The 74th Amendment Act defined the formations of urban local governments and their activities.

Other names for municipal corporations
Municipal corporations are referred to by different names in different states (due to regional language variations), all of which are translated to "municipal corporation" in English. These names include Nagar Nigam (in Delhi, Uttar Pradesh, Uttarakhand, Bihar, Jharkhand, Rajasthan, and Haryana), Nagara Nigama (in Punjab), Mahanagar Palika (in Goa and Maharashtra), Mahanagara Palike (in Karnataka), Mahanagar Seva Sadan (in Gujarat), Pouro Nigom (in Assam), Pouro Nigam (in West Bengal), Pur Porishod (in Tripura), Nagar Palika Nigam (in Chhattisgarh and Madhya Pradesh), Nagara Paalaka Samstha or Mahaanagara Paalaka Samstha (in Andhra Pradesh and Telangana), Nagara Sabha (in Kerala) and Maanagaraatchi (in Tamil Nadu).

The Vadodara Municipal Corporation of the city of Vadodara in Gujarat is typically called by the name "Vadodara Mahanagar Seva Sadan" and the Greater Bangalore Municipal Corporation of the city of Bangalore in Karnataka is typically called "Bruhat Bengaluru Mahanagara Palike". The detailed structure of these urban bodies varies from state to state, as per the laws passed by the state legislatures, but the basic structure and function is almost the same.

Composition

The area administered by a municipal corporation is known as a municipal area. Each municipal area is divided into territorial constituencies known as wards. A municipal corporation is made up of a wards committee. Each ward has one seat in the wards committee. Members are elected to the wards committee on the basis of adult franchise for a term of five years. These members are known as councillors or corporators. The number of wards in a municipal area is determined by the population of the city.
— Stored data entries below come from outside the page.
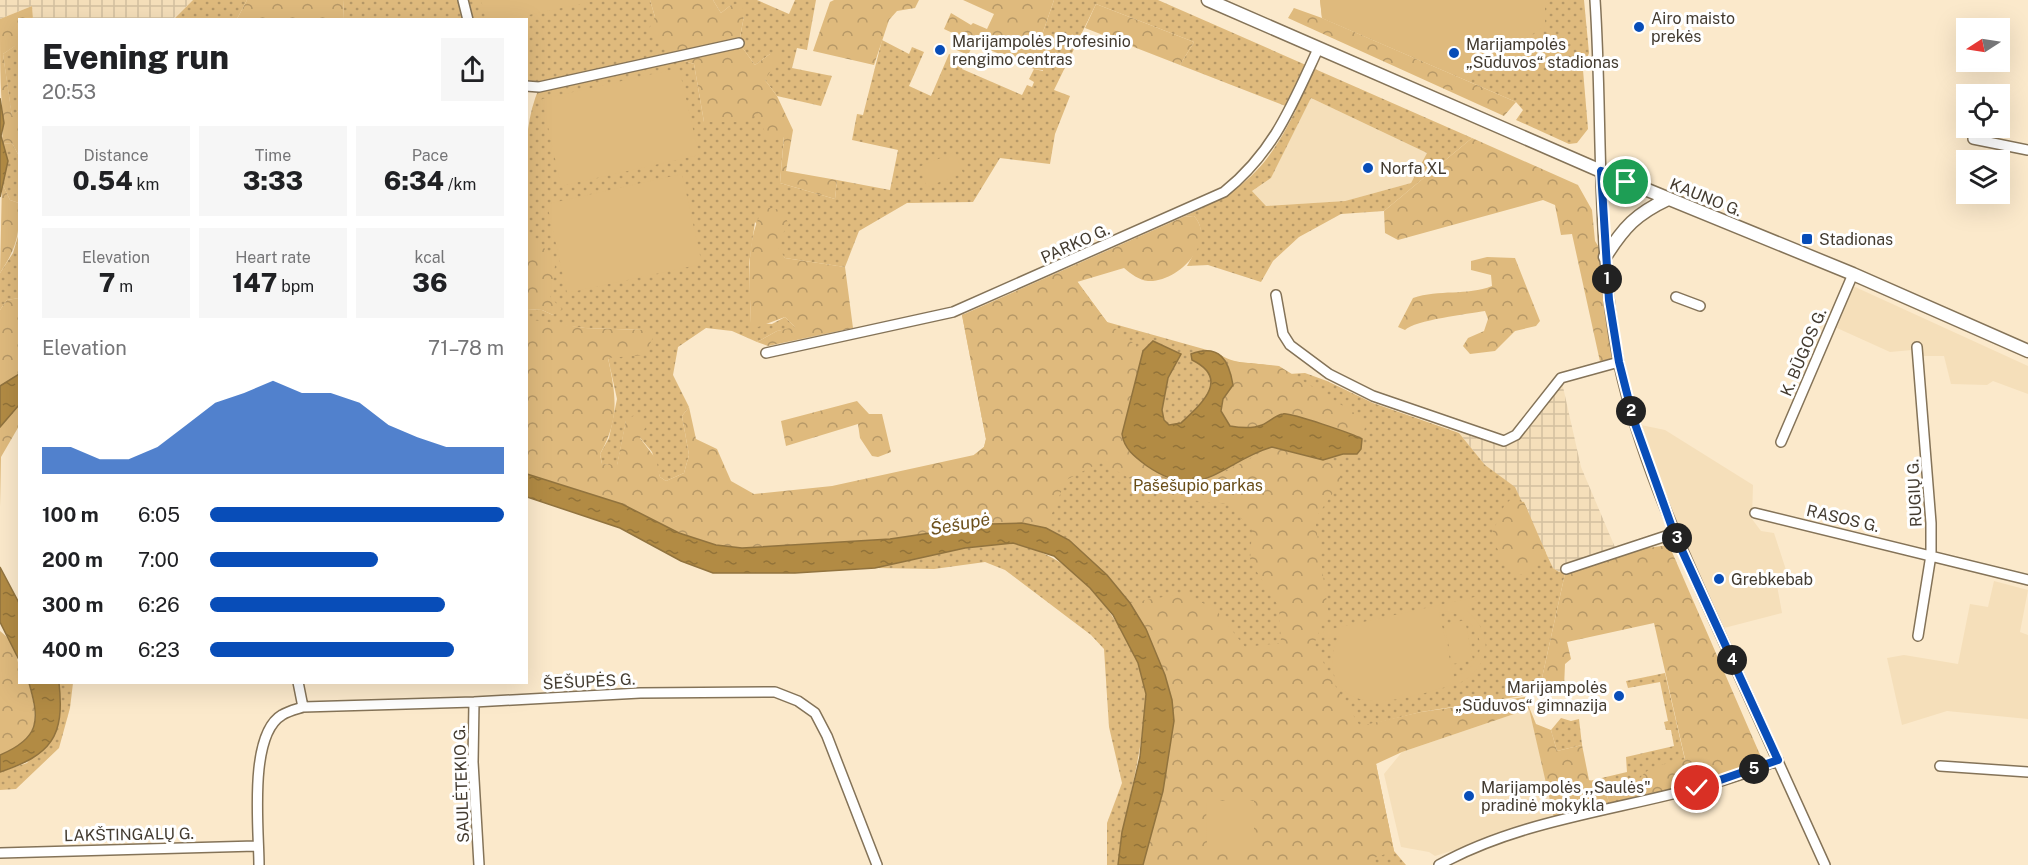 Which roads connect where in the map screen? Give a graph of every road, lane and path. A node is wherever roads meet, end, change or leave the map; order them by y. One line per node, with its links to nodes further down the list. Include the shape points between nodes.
1 (463, 0): 4 (street)
2 (1208, 0): 6 (main road, KAUNO G.)
3 (1595, 0): 10 (street)
4 (468, 18)
5 (739, 44): 7 (street)
6 (1318, 49): 10 (main road, KAUNO G.); 19 (street, PARKO G., via 1275,137 1246,174 1224,192 953,312)
7 (528, 86)
8 (1973, 139): 9 (street)
9 (2028, 150)
10 (1601, 171): 11 (main road, KAUNO G.); 12 (street)
11 (1668, 199): 12 (main road, via 1643,210); 13 (main road, KAUNO G.)
12 (1605, 257): 20 (street)
13 (1853, 274): 18 (main road, KAUNO G.); 21 (street, K. BŪGOS G.)
14 (1276, 295): 20 (street, via 1283,334 1290,345 1329,374 1373,396 1504,441 1516,435 1561,378)
15 (1676, 297): 16 (street)
16 (1701, 306)
17 (1917, 347): 24 (street, RUGIŲ G., via 1929,475)
18 (2028, 351)
19 (766, 353)
20 (1619, 362): 23 (street, via 1640,440)
21 (1781, 442)
22 (1755, 513): 24 (street, RASOS G.)
23 (1674, 533): 25 (street); 31 (street)
24 (1931, 555): 26 (street, RASOS G.); 27 (street, RUGIŲ G.)
25 (1566, 569)
26 (2028, 580)
27 (1918, 636)
28 (298, 684): 30 (street)
29 (474, 702): 30 (street, ŠEŠUPĖS G.); 37 (street, SAULĖTEKIO G.); 38 (street, ŠEŠUPĖS G., via 640,693 783,695 815,713)
30 (303, 707): 34 (street, ŠEŠUPĖS G., via 281,715 267,731 259,764)
31 (1778, 760): 39 (street, via 1692,790 1547,825 1463,851); 40 (street)
32 (1940, 765): 33 (street)
33 (2028, 772)
34 (258, 846): 35 (street, LAKŠTINGALŲ G.); 36 (street, ŠEŠUPĖS G.)
35 (0, 853)
36 (259, 865)
37 (479, 865)
38 (877, 865)
39 (1439, 865)
40 (1825, 865) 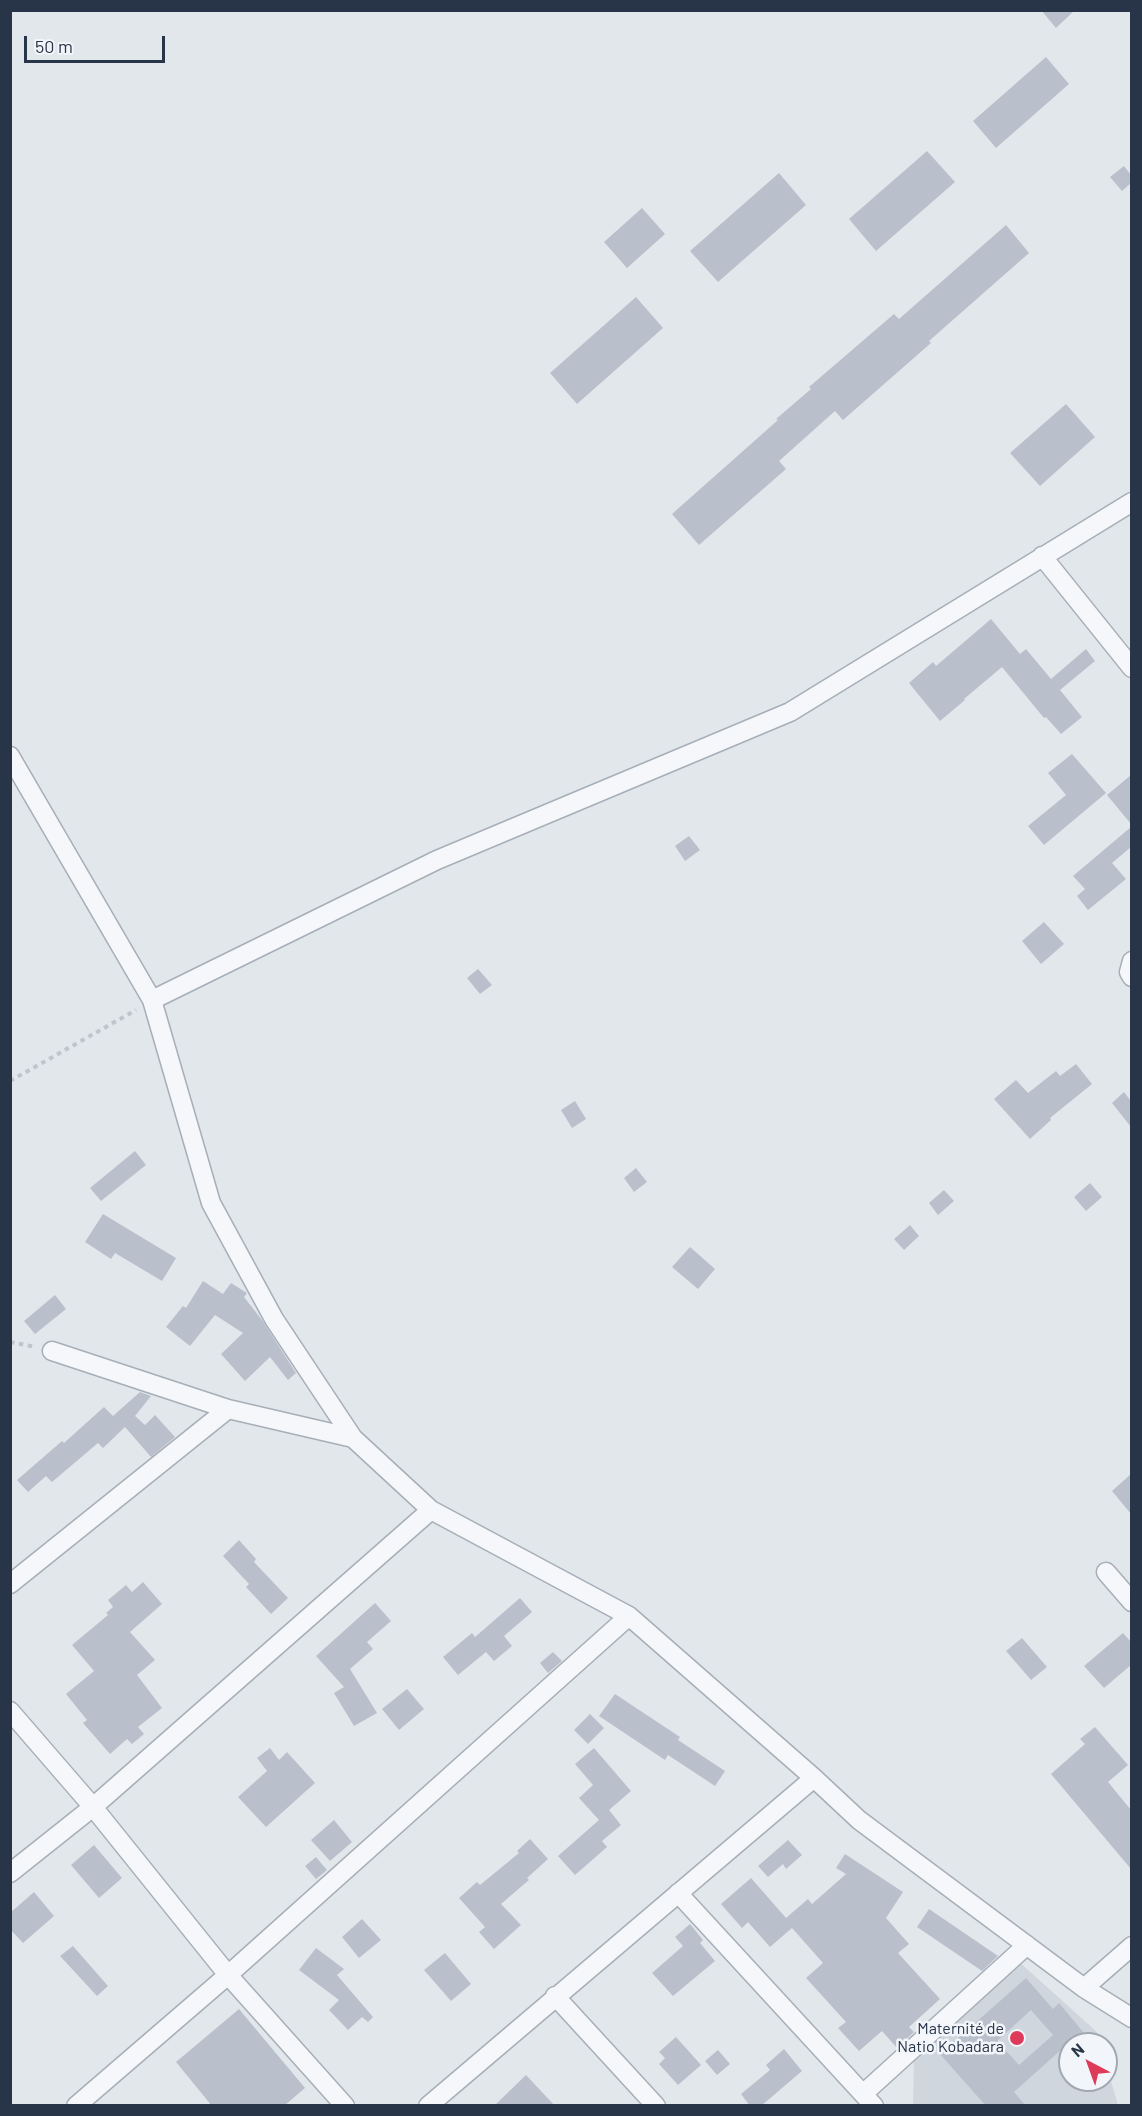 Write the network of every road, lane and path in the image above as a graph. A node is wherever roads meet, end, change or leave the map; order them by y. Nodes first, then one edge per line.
1 (1131, 502) edge
2 (1042, 556) junction
3 (1131, 668) edge
4 (10, 756) edge
5 (1131, 961) edge
6 (1131, 977) edge
7 (153, 1000) junction
8 (10, 1081) edge
9 (10, 1341) edge
10 (51, 1351) joint
11 (228, 1409) junction
12 (354, 1438) junction
13 (431, 1510) junction
14 (1106, 1572) dead end
15 (10, 1584) edge
16 (1131, 1602) edge
17 (628, 1616) junction
18 (10, 1711) edge
19 (814, 1778) junction
20 (93, 1807) junction
21 (10, 1873) edge
22 (678, 1893) junction
23 (1027, 1945) junction
24 (1131, 1946) edge
25 (228, 1975) junction
26 (1084, 1988) junction
27 (555, 1996) junction
28 (1131, 2018) edge
29 (869, 2099) edge
30 (76, 2106) edge
31 (345, 2106) edge
32 (428, 2106) edge
33 (656, 2106) edge

1 - 2 street
2 - 3 street
2 - 7 street
4 - 7 street
5 - 6 street
7 - 8 path
7 - 12 street
9 - 10 path
10 - 11 street
11 - 12 street
11 - 15 street
12 - 13 street
13 - 17 street
13 - 20 street
14 - 16 street
17 - 19 street
17 - 25 street
18 - 20 street
19 - 22 street
19 - 23 street
20 - 21 street
20 - 25 street
22 - 27 street
22 - 29 street
23 - 26 street
23 - 29 street
24 - 26 street
25 - 30 street
25 - 31 street
26 - 28 street
27 - 32 street
27 - 33 street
Some seats are reserved for scheduled castes, scheduled tribes, backward classes and women.

A state can choose to constitute additional committees to carry functions of urban local governance, in addition to the wards committees. In addition to the councillors elected from the wards, the legislature of a state may also choose to make provisions for the representation of persons having special knowledge or experience in municipal administration, the MPs or MLAs representing the constituencies which comprise wholly or partly the municipal area, and/or the commissioners of additional committees that the state may have constituted. If a state legislature appoints a person from the first category to a wards committee, that individual will not have the right to vote in the meetings of the municipal corporation, while MPs, MLAs and commissioners do have the right to vote in meetings.

Superlatives
The largest corporations are in the ten major metropolitan cities of India, viz. Mumbai, Delhi, Hyderabad, Kolkata, Chennai, Bangalore, Ahmedabad, Lucknow, Jaipur, Kanpur.

The Brihanmumbai Municipal Corporation (BMC) of the city of Mumbai in Maharashtra is the richest municipal corporation in India. Greater Chennai Corporation of the city of Chennai in Tamil Nadu is the oldest municipal corporation in India and second oldest municipal corporation in the world only behind City of London Corporation in United Kingdom.

Administration
The Mayor is the head of the municipal corporation, but in most states and territories of India the role is largely ceremonial as executive powers are vested in the Municipal Commissioner. The office of the Mayor combines a functional role of chairing the Corporation meeting as well as ceremonial role associated with being the First Citizen of the city. As per the amended Municipal Corporation Act of 1888, a Deputy Mayor is appointed by the Mayor. The tenure of the Mayor and Deputy Mayor is five years. However, in seven states: Haryana, Bihar, Chhattisgarh, Jharkhand, Madhya Pradesh, Odisha, Uttar Pradesh and Uttarakhand; Mayors are directly elected by the people and thus hold the executive powers of the municipal corporations.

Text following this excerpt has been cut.